◆ TASK TO COMPLETE ◆
Look below for lines that hold the string "Drive" and copy each one.
------ RECORDS TO PROCESS ------
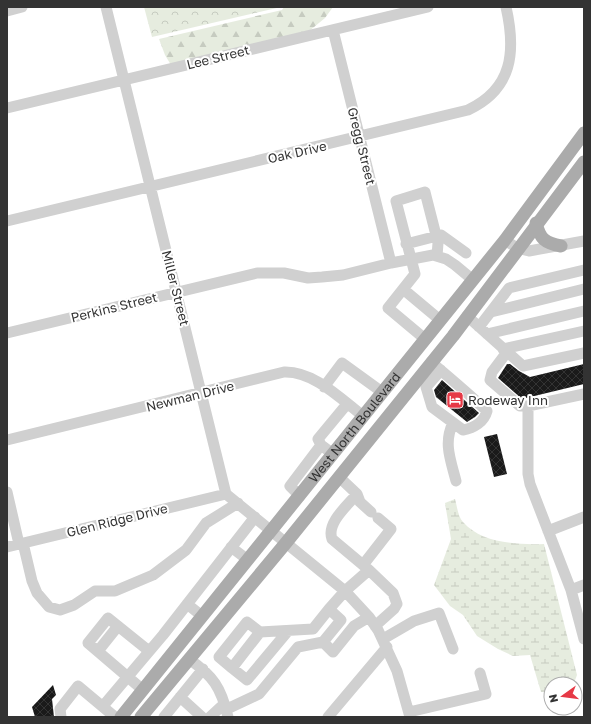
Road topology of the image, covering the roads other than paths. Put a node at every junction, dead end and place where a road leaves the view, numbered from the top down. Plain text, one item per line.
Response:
1 (22, 7) edge
2 (106, 7) edge
3 (428, 7) edge
4 (506, 7) edge
5 (7, 11) edge
6 (333, 30) junction
7 (124, 80) junction
8 (7, 108) edge
9 (584, 133) edge
10 (360, 137) junction
11 (584, 162) edge
12 (580, 175) edge
13 (150, 187) junction
14 (7, 221) edge
15 (536, 223) junction
16 (436, 237) junction
17 (505, 240) junction
18 (584, 241) edge
19 (406, 244) junction
20 (561, 246) junction
21 (517, 248) junction
22 (466, 253) dead end
23 (437, 256) junction
24 (410, 259) junction
25 (390, 263) junction
26 (584, 270) edge
27 (473, 280) junction
28 (403, 289) junction
29 (584, 290) edge
30 (178, 292) junction
31 (584, 311) edge
32 (491, 312) junction
33 (467, 316) junction
34 (440, 320) junction
35 (584, 330) edge
36 (483, 331) junction
37 (7, 333) edge
38 (425, 339) junction
39 (505, 350) junction
40 (584, 353) edge
41 (436, 366) junction
42 (423, 382) junction
43 (324, 387) junction
44 (382, 392) junction
45 (203, 393) junction
46 (584, 394) edge
47 (347, 404) junction
48 (528, 406) junction
49 (363, 416) junction
50 (453, 423) junction
51 (7, 440) edge
52 (321, 445) junction
53 (333, 454) junction
54 (310, 461) junction
55 (321, 470) junction
56 (339, 477) junction
57 (456, 481) dead end
58 (7, 492) edge
59 (226, 494) junction
60 (358, 494) junction
61 (300, 496) junction
62 (238, 503) junction
63 (255, 517) junction
64 (584, 517) edge
65 (272, 531) junction
66 (548, 531) junction
67 (21, 544) junction
68 (285, 544) junction
69 (7, 547) edge
70 (231, 547) junction
71 (248, 560) junction
72 (366, 567) junction
73 (584, 585) edge
74 (571, 590) junction
75 (345, 592) junction
76 (187, 604) junction
77 (329, 609) junction
78 (202, 616) junction
79 (372, 621) junction
80 (288, 631) junction
81 (260, 632) junction
82 (163, 635) junction
83 (584, 639) edge
84 (323, 642) junction
85 (385, 643) junction
86 (178, 646) junction
87 (453, 649) dead end
88 (149, 650) junction
89 (189, 658) junction
90 (160, 668) junction
91 (203, 668) junction
92 (232, 668) junction
93 (480, 673) dead end
94 (127, 676) junction
95 (143, 690) junction
96 (180, 697) junction
97 (226, 710) edge
98 (108, 713) edge
99 (410, 714) edge
100 (61, 717) edge
101 (121, 717) edge
102 (128, 717) edge
103 (141, 717) edge
104 (164, 717) edge
105 (202, 717) edge
106 (210, 717) edge
107 (328, 717) edge

1 - 5 street
2 - 7 street, Miller Street
3 - 6 street, Lee Street
4 - 10 street, Oak Drive
6 - 7 street, Lee Street
6 - 10 street, Gregg Street
7 - 8 street, Lee Street
7 - 13 street, Miller Street
9 - 17 main road, West North Boulevard
10 - 13 street, Oak Drive
10 - 25 street, Gregg Street
11 - 12 main road, West North Boulevard
12 - 15 main road, West North Boulevard
13 - 14 street, Oak Drive
13 - 30 street, Miller Street
15 - 20 main road
15 - 21 main road, West North Boulevard
16 - 19 street
16 - 19 street
16 - 22 street
16 - 23 street
17 - 21 street
17 - 27 main road, West North Boulevard
18 - 20 street
19 - 24 street
20 - 21 street
21 - 33 main road, West North Boulevard
23 - 24 street, Perkins Street
23 - 27 street
24 - 25 street, Perkins Street
24 - 28 street
25 - 30 street, Perkins Street
26 - 32 street
27 - 34 main road, West North Boulevard
28 - 34 street
28 - 38 street
29 - 32 street
30 - 37 street, Perkins Street
30 - 45 street, Miller Street
31 - 36 street
32 - 36 street
33 - 36 street
33 - 41 main road, West North Boulevard
34 - 38 main road, West North Boulevard
35 - 39 street
36 - 39 street
38 - 44 main road, West North Boulevard
39 - 40 street
39 - 48 street
41 - 42 main road, West North Boulevard
41 - 50 street
42 - 50 street
42 - 56 main road, West North Boulevard
43 - 44 street
43 - 45 street, Newman Drive
43 - 47 street, Newman Drive
44 - 49 main road, West North Boulevard
45 - 51 street, Newman Drive
45 - 59 street, Miller Street
46 - 48 street
47 - 49 street, Newman Drive
47 - 52 street
48 - 66 street
49 - 53 main road, West North Boulevard
50 - 57 street
52 - 53 street
52 - 54 street
53 - 55 main road, West North Boulevard
54 - 55 street
54 - 61 street
55 - 61 main road, West North Boulevard
56 - 60 street
56 - 68 main road, West North Boulevard
58 - 67 street
59 - 62 street
59 - 67 street, Glen Ridge Drive
60 - 72 street
60 - 72 street
61 - 65 main road, West North Boulevard
62 - 63 street
62 - 67 street
63 - 65 street
63 - 70 street
64 - 66 street
65 - 68 street
65 - 71 main road, West North Boulevard
66 - 74 street
67 - 69 street, Glen Ridge Drive
68 - 75 street
68 - 89 main road, West North Boulevard
70 - 71 street
70 - 76 street
71 - 78 main road, West North Boulevard
72 - 75 street
72 - 79 street
73 - 74 street
74 - 83 street
75 - 77 street
75 - 79 street
76 - 78 street
76 - 82 street
77 - 80 street
77 - 84 street
78 - 86 main road, West North Boulevard
79 - 84 street
79 - 85 street
80 - 81 street
80 - 92 street
81 - 92 street
81 - 92 street
82 - 86 street
82 - 88 street
84 - 97 street
85 - 87 street
85 - 99 street
85 - 107 street
86 - 90 main road, West North Boulevard
88 - 94 street
88 - 94 street
89 - 91 street
89 - 103 main road, West North Boulevard
90 - 95 main road, West North Boulevard
90 - 102 main road
91 - 96 street
91 - 97 street
93 - 99 street
94 - 95 street
94 - 98 street
95 - 101 main road, West North Boulevard
96 - 104 street
96 - 105 street
97 - 106 street
98 - 100 street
------
◆ RESPONSE TO THIS TASK ◆
4 - 10 street, Oak Drive
10 - 13 street, Oak Drive
13 - 14 street, Oak Drive
43 - 45 street, Newman Drive
43 - 47 street, Newman Drive
45 - 51 street, Newman Drive
47 - 49 street, Newman Drive
59 - 67 street, Glen Ridge Drive
67 - 69 street, Glen Ridge Drive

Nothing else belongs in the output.